Azim Premji Philanthropic Initiatives, Bhubaneswar, Odisha, India.
Department of Fertility Studies, International Institute for Population Sciences, Mumbai, Maharashtra, India.
BMJ Open. 2019 May 28;9(5):e028681. doi: 10.1136/bmjopen-2018-028681.
Although nutrition-specific interventions are designed based on maternal, household and community-level correlates, no attempt has been made to project stunting and wasting and identify intervention priorities in India. The objective of this paper is to model the stunting and wasting in the state of Odisha, India by scaling up maternal and child health interventions under alternative scenarios.
This study primarily used data from National Family Health Survey 4, 2015-2016.
The LiST (Lives Saved Tool) software is used to model the nutritional outcomes and prioritise interventions. The projections were carried out under four alternative scenarios: scenario 1-if the coverage indicators continued based on past trends; scenario 2-scaled up to the level of the richest quintile; scenario 3-scaled up to that of Tamil Nadu; and scenario 4-scaled up to an aspirational coverage level.
In 2015, out of 3.52 million under-5 children in Odisha, around 1.20 million were stunted.

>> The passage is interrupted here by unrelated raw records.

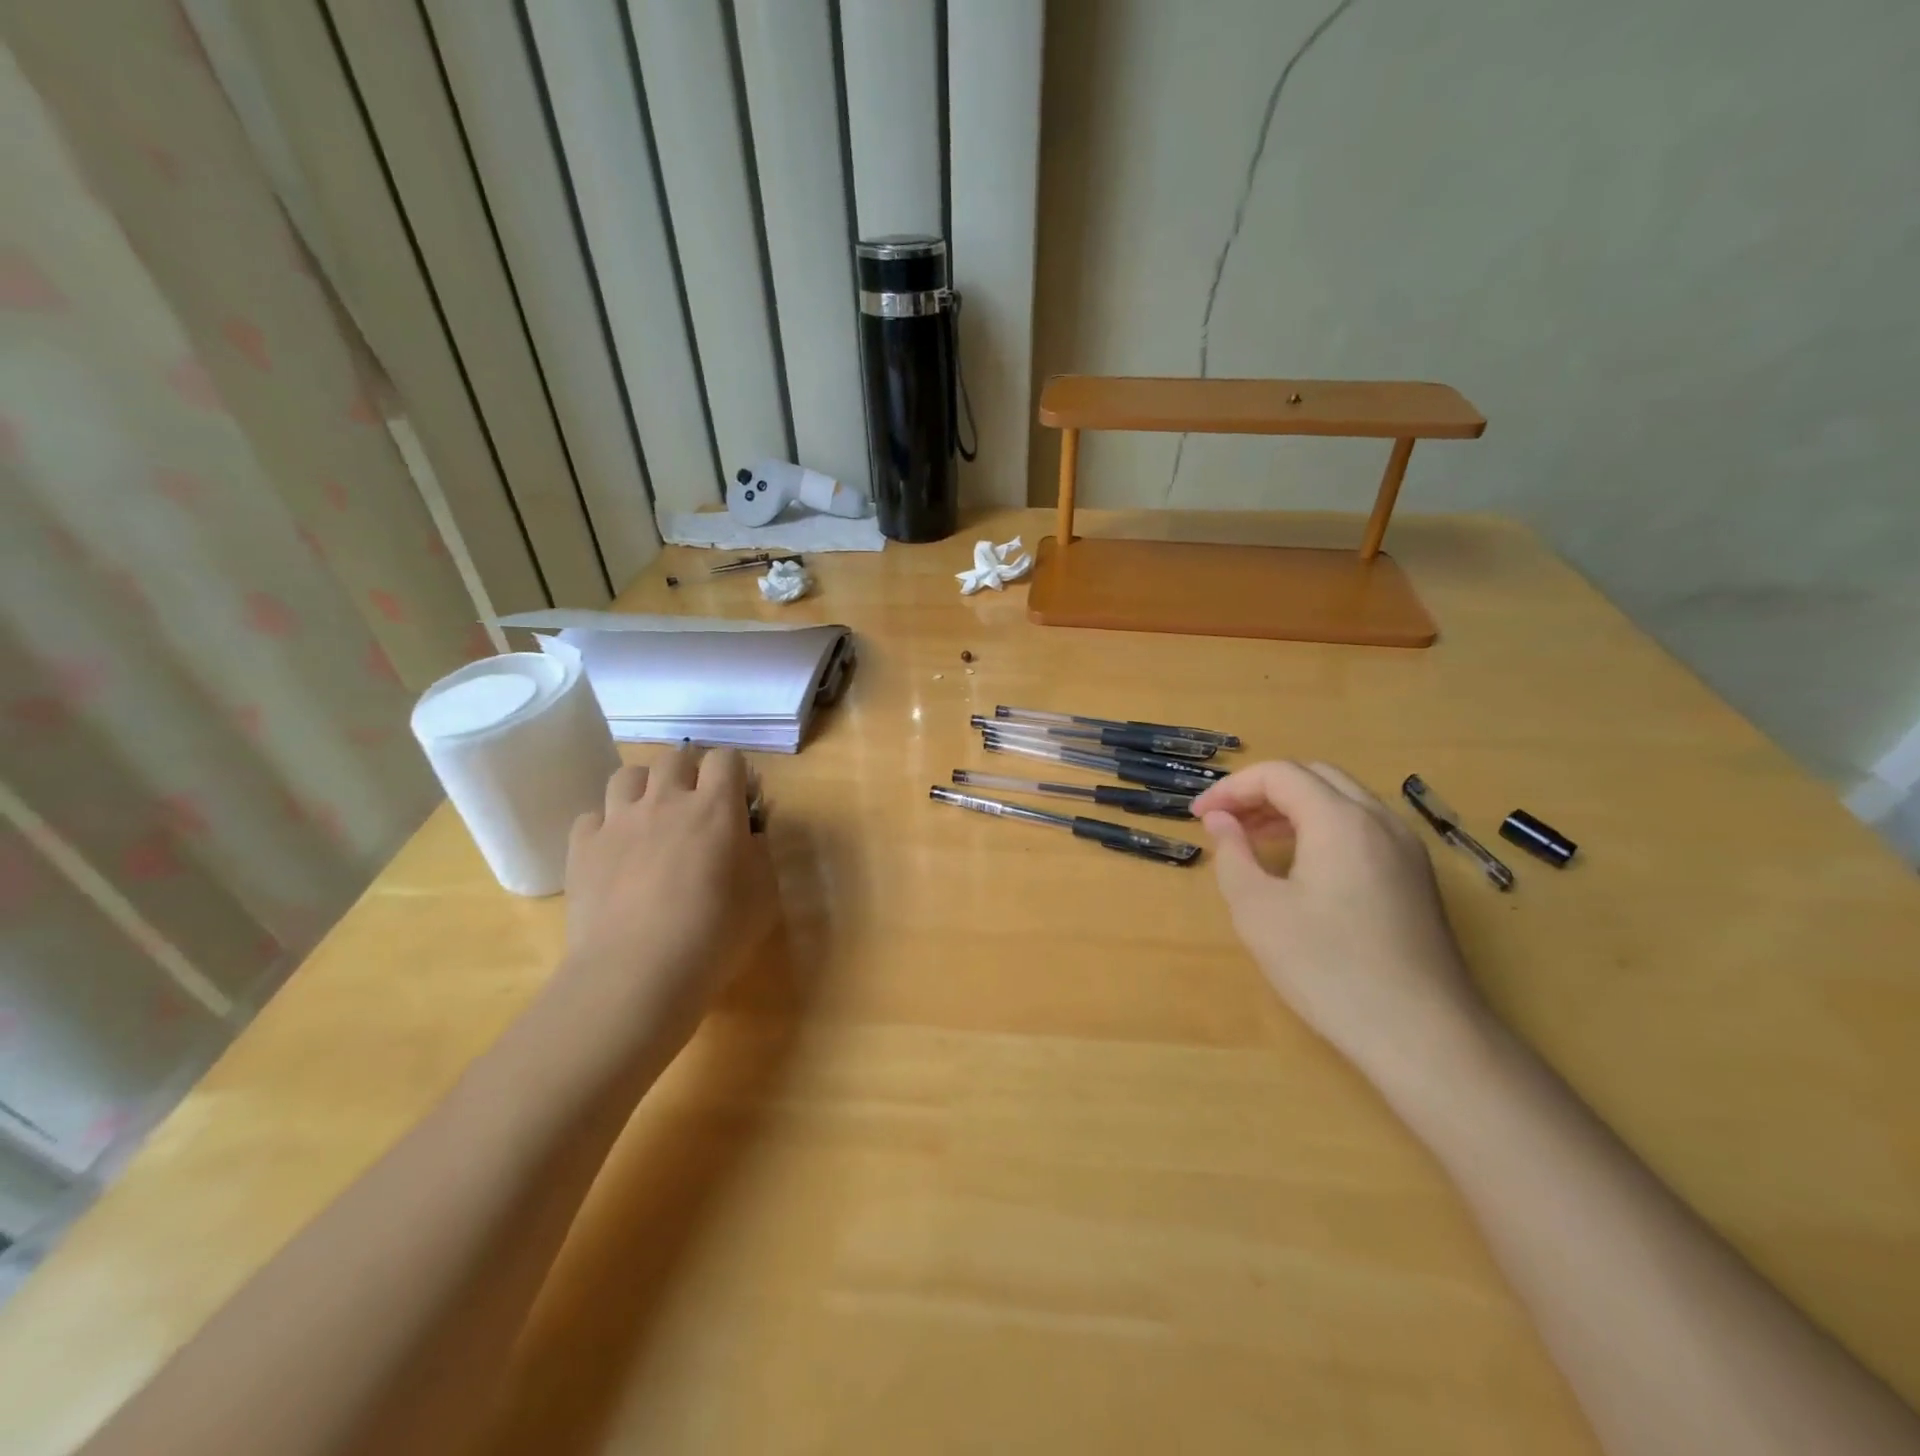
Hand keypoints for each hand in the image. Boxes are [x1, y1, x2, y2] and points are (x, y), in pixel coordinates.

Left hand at [559, 746, 773, 1049]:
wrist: (637, 974)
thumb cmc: (715, 936)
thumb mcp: (764, 895)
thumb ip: (760, 853)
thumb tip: (749, 833)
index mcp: (716, 808)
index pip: (726, 758)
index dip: (735, 773)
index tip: (740, 800)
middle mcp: (666, 801)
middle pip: (675, 757)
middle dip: (690, 773)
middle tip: (696, 808)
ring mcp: (618, 821)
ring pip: (628, 774)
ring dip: (645, 789)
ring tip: (651, 819)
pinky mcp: (582, 847)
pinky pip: (592, 817)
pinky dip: (606, 827)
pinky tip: (615, 853)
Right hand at [1193, 761, 1488, 1081]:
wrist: (1423, 1035)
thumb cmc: (1329, 969)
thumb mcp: (1259, 911)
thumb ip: (1233, 854)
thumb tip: (1220, 819)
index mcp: (1340, 820)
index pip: (1279, 775)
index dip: (1231, 788)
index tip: (1199, 816)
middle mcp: (1379, 821)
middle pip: (1314, 777)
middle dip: (1263, 791)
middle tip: (1226, 822)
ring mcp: (1406, 849)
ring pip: (1343, 801)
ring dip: (1293, 808)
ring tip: (1255, 840)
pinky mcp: (1416, 878)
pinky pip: (1363, 829)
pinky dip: (1323, 828)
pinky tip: (1301, 867)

By 2030, the numbers of stunted children will be 1.11 million under scenario 1, 1.07 million under scenario 2, 1.09 million under scenario 3 and 0.89 million under scenario 4. The projected stunting level will be 25% under scenario 4 and around 31% under all other scenarios. By 2030, the level of wasting will remain unchanged at 20% under the first three scenarios and 4.3% under scenario 4. Appropriate complementary feeding would avert about half of the total stunting cases under all four scenarios, followed by zinc supplementation. Water connection at home, washing hands with soap and improved sanitation are other effective interventions.
Sustaining the maternal and child health interventions, promoting evidence-based stunting and wasting reduction interventions, and a multisectoral approach can achieve the World Health Assembly targets and Sustainable Development Goals of undernutrition in Odisha.
尽管营养特定干预措施是基于母婴、家庭和社区层面的相关因素设计的,但尚未尝试在印度预测发育迟缓症和消瘦症并确定干预重点。本文的目的是通过扩大替代方案下的母婴健康干预措施,对印度奥里萨邦的发育迟缓症和消瘦症进行建模。
本研究主要使用了 2015-2016 年国家家庭健康调查 4 的数据。
使用 List(挽救生命工具)软件对营养结果进行建模并确定干预措施的优先次序。根据四种替代方案进行了预测:方案 1-如果继续按照过去的趋势覆盖指标;方案 2-扩大到最富裕五分之一的水平;方案 3-扩大到泰米尔纳德邦的水平;方案 4-扩大到理想的覆盖水平。
在 2015 年,奥里萨邦的 352 万 5 岁以下儿童中,约有 120 万发育迟缓。到 2030 年,方案 1 下发育迟缓儿童的数量将为 111 万,方案 2 下为 107 万,方案 3 下为 109 万,方案 4 下为 89 万。方案 4 下预计的发育迟缓水平将为 25%,而所有其他方案下则约为 31%。到 2030 年,在前三个方案下,消瘦率将保持不变,为 20%,而方案 4 下为 4.3%。适当的补充喂养可以避免所有四个方案中约一半的总发育迟缓病例,其次是锌补充。家庭中的自来水连接、用肥皂洗手和改善卫生条件是其他有效干预措施。
维持母婴健康干预措施、推广基于证据的减少发育迟缓症和消瘦症的干预措施以及多部门方法可以实现奥里萨邦世界卫生大会目标和可持续发展目标下的营养不良目标。